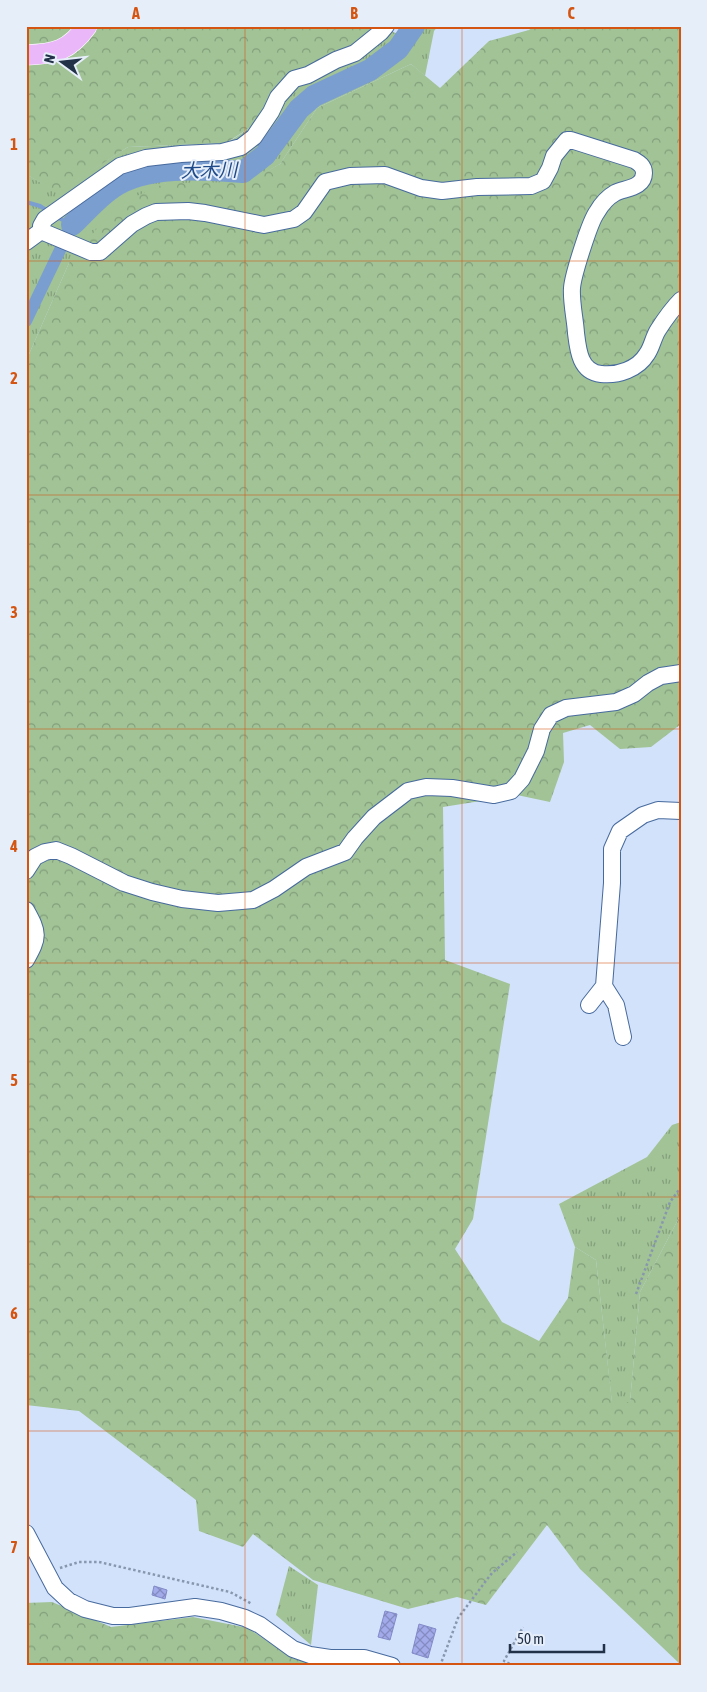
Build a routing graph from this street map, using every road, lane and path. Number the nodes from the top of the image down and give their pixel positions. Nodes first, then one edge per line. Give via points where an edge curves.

--------

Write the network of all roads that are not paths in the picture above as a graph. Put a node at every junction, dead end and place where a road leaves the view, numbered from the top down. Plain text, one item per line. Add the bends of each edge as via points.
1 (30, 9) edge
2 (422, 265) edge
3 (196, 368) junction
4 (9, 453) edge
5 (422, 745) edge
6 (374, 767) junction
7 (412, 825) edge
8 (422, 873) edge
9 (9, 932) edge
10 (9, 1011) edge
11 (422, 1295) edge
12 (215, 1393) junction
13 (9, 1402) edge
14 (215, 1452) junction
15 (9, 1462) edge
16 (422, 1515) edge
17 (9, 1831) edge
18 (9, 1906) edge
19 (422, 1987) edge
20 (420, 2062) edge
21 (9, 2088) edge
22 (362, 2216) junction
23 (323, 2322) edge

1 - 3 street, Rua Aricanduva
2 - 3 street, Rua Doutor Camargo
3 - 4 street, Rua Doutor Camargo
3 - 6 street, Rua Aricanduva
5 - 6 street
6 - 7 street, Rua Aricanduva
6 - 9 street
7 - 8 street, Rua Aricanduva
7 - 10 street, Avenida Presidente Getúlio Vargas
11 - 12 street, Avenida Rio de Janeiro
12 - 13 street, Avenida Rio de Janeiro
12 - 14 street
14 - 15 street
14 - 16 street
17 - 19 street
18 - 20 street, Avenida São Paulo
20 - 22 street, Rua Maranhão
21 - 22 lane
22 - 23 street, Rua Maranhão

--------

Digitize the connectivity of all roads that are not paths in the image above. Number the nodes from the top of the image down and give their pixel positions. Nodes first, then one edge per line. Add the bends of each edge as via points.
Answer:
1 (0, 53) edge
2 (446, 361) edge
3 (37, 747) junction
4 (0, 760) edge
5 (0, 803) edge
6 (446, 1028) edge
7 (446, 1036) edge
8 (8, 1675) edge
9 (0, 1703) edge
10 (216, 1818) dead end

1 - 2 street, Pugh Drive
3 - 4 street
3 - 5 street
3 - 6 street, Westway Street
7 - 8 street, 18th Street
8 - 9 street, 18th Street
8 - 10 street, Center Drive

--------

- **REQUIREMENT**:
In the data above, which lines have "give"? Report each of them.

- **EXERCISE RESPONSE**:
Build a routing graph from this street map, using every road, lane and path. Number the nodes from the top of the image down and give their pixel positions. Nodes first, then one edge per line. Give via points where an edge curves.
Digitize the connectivity of all roads that are not paths in the image above. Number the nodes from the top of the image down and give their pixel positions. Nodes first, then one edge per line. Add the bends of each edge as via points.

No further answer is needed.